[Stored data entries]
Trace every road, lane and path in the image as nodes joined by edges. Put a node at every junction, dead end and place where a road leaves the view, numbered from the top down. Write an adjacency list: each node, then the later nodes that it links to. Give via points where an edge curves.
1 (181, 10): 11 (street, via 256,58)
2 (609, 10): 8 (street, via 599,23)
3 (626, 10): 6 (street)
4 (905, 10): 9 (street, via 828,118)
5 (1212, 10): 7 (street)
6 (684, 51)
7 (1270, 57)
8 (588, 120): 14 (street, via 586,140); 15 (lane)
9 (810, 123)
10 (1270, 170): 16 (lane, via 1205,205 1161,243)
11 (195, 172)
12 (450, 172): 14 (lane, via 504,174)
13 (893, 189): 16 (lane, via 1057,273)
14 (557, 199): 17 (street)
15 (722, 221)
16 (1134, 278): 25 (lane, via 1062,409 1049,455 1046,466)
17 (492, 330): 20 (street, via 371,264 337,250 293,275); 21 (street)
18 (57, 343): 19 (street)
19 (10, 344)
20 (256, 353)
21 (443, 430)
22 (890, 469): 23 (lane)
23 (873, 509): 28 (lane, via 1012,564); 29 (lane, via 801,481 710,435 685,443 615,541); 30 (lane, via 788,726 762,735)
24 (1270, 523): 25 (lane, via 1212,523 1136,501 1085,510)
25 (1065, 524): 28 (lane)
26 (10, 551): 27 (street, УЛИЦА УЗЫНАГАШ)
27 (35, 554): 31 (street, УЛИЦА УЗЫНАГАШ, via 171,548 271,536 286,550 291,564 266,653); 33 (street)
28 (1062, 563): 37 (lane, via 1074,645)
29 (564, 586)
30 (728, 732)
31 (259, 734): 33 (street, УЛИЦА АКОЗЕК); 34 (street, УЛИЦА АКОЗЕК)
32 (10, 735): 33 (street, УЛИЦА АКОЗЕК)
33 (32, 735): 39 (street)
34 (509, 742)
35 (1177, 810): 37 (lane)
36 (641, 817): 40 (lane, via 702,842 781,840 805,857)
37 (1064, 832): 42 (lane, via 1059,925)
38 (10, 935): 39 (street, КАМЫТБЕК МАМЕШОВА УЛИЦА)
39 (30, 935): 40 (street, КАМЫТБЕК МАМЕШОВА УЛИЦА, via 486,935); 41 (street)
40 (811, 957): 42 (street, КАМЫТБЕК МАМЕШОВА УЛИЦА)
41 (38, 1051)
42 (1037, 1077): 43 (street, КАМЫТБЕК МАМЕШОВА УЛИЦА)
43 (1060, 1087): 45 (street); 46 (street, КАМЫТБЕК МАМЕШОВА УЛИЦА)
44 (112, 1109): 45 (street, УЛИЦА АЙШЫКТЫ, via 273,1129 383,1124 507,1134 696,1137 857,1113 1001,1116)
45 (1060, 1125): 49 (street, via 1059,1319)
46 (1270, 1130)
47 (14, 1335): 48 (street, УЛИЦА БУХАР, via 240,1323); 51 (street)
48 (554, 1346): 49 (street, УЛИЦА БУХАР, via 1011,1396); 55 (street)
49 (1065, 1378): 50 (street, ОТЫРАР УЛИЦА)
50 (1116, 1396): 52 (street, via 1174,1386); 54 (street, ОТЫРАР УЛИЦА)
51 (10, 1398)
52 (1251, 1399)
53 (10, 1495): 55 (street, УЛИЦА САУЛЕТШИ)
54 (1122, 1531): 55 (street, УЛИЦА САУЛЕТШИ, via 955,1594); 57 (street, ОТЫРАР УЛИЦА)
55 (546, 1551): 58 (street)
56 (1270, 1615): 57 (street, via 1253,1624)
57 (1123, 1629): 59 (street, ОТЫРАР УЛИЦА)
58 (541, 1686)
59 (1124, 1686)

Task statement. Scan the records above for the string "АКОЗЕК", and copy every line where it turns up.

Answer for the task.
31 (259, 734): 33 (street, УЛИЦА АКОЗЕК); 34 (street, УЛИЦА АКОЗЕК)
32 (10, 735): 33 (street, УЛИЦА АКОЗЕК)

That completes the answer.